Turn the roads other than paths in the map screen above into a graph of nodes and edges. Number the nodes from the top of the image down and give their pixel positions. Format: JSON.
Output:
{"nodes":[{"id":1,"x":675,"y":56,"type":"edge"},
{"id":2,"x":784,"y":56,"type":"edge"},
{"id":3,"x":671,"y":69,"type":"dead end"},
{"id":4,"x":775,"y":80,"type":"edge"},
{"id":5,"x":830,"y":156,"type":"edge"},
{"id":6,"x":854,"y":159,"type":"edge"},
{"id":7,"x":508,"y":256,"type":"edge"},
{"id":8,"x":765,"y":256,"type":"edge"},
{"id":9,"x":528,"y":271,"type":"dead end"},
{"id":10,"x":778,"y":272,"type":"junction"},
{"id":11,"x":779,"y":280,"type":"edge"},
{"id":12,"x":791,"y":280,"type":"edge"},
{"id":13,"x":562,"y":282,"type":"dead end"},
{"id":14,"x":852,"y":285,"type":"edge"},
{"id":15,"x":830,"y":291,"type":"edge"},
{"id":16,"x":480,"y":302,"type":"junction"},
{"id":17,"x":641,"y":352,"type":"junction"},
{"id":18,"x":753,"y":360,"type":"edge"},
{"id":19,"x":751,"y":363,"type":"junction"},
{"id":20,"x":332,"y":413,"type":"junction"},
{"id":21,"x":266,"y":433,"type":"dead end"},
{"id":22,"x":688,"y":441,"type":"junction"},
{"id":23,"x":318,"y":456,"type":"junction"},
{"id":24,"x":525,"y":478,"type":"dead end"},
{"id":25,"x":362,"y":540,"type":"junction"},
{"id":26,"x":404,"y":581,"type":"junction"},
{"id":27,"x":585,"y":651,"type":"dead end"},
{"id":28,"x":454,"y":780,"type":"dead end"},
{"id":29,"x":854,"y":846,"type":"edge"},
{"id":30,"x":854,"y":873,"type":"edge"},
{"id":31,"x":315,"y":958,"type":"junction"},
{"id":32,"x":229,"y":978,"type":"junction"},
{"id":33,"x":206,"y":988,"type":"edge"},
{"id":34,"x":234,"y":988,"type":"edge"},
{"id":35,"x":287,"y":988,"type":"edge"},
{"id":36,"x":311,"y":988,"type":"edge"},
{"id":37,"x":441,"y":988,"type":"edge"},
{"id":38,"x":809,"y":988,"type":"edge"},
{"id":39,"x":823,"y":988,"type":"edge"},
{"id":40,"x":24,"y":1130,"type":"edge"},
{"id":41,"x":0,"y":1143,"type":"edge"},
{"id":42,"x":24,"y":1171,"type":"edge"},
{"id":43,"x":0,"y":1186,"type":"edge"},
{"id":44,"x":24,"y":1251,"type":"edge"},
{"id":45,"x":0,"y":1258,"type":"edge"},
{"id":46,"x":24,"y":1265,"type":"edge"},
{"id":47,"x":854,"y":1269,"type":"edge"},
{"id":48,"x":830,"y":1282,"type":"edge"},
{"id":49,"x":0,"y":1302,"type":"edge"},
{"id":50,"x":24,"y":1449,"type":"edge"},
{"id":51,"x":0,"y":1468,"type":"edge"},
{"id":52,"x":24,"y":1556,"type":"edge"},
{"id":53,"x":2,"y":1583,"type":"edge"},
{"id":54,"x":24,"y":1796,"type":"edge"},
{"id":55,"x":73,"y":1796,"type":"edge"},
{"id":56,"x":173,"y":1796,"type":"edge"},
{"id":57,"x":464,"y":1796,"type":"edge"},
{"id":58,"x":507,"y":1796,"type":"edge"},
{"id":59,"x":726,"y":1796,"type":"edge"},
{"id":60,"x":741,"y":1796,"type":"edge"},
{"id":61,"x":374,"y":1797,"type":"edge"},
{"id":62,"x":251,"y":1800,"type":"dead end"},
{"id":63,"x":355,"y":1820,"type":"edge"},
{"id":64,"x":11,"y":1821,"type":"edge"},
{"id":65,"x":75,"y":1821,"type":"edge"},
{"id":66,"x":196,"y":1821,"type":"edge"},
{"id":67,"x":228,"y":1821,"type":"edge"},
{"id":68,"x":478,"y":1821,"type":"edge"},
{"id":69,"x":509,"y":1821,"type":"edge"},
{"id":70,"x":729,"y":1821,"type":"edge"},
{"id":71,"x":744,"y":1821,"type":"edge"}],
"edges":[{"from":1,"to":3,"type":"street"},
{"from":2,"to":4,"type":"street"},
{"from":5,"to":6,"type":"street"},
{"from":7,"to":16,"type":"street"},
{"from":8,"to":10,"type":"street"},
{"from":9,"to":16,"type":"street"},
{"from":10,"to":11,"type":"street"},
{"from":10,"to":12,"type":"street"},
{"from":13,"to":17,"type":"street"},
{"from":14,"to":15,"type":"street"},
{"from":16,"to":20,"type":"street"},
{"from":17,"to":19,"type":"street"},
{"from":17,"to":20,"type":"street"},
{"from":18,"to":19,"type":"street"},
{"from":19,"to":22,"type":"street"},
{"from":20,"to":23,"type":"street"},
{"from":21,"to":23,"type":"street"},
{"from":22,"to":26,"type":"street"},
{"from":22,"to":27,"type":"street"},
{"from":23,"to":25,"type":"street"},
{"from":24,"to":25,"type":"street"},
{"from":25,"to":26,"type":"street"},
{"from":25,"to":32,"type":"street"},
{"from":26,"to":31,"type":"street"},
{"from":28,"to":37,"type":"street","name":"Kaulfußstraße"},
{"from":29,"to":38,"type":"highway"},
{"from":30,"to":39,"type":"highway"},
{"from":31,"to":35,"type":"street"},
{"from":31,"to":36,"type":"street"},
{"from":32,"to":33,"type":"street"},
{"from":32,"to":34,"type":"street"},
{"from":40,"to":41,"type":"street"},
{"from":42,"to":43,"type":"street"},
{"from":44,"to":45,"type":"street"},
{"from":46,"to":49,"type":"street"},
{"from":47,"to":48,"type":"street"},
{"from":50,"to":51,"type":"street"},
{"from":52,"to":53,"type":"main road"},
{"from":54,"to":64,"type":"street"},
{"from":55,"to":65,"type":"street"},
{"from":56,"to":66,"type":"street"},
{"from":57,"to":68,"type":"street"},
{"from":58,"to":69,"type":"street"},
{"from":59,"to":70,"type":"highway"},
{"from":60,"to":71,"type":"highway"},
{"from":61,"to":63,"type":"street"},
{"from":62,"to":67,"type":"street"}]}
+ + + + + + +
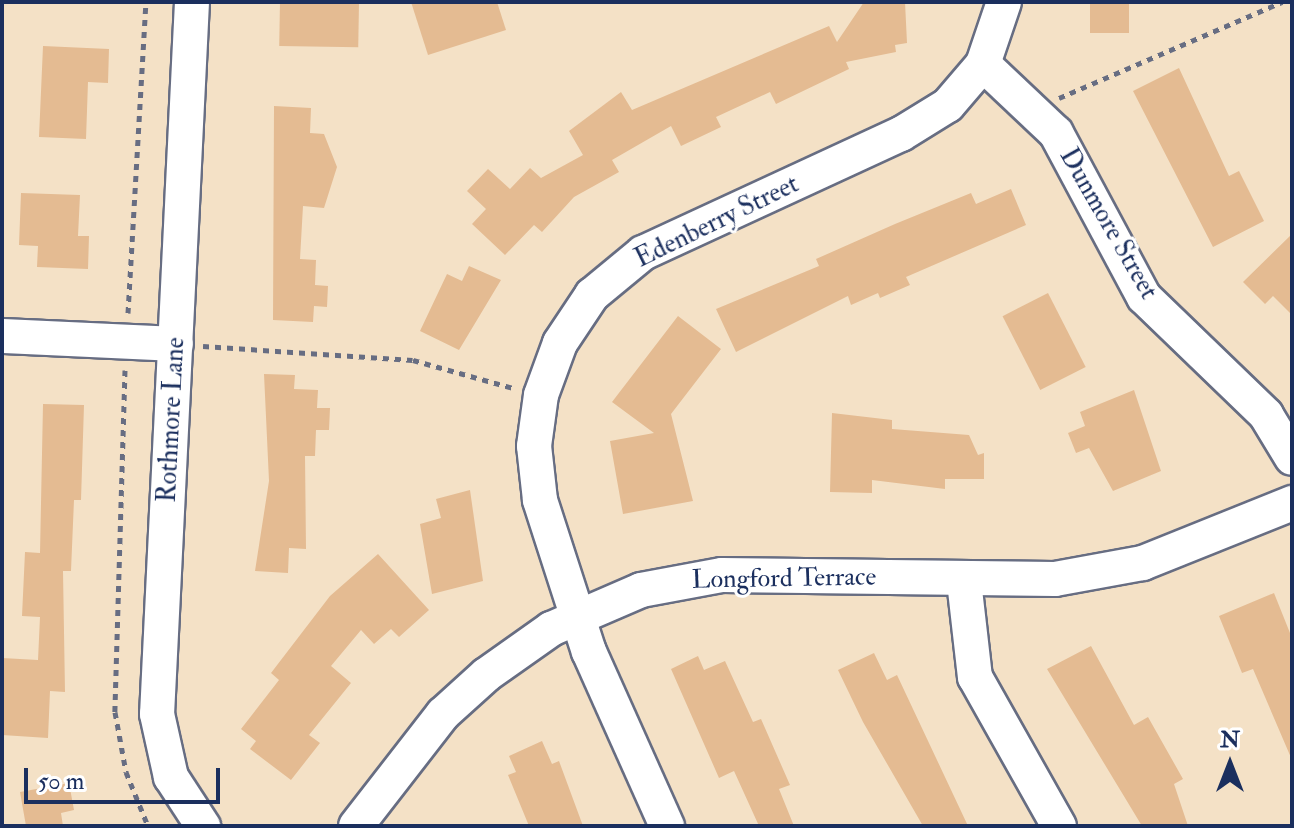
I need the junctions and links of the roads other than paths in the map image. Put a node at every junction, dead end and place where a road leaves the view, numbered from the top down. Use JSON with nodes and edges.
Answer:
+ + + + + + +
*Work to be completed*
In the material, find each line with the word "image" and list it.

*Answer area*
Turn the roads other than paths in the map screen above into a graph of nodes and edges. Number the nodes from the top of the image down and give their pixel positions. Format: JSON.
I need the junctions and links of the roads other than paths in the map image. Put a node at every junction, dead end and place where a road leaves the view, numbered from the top down. Use JSON with nodes and edges.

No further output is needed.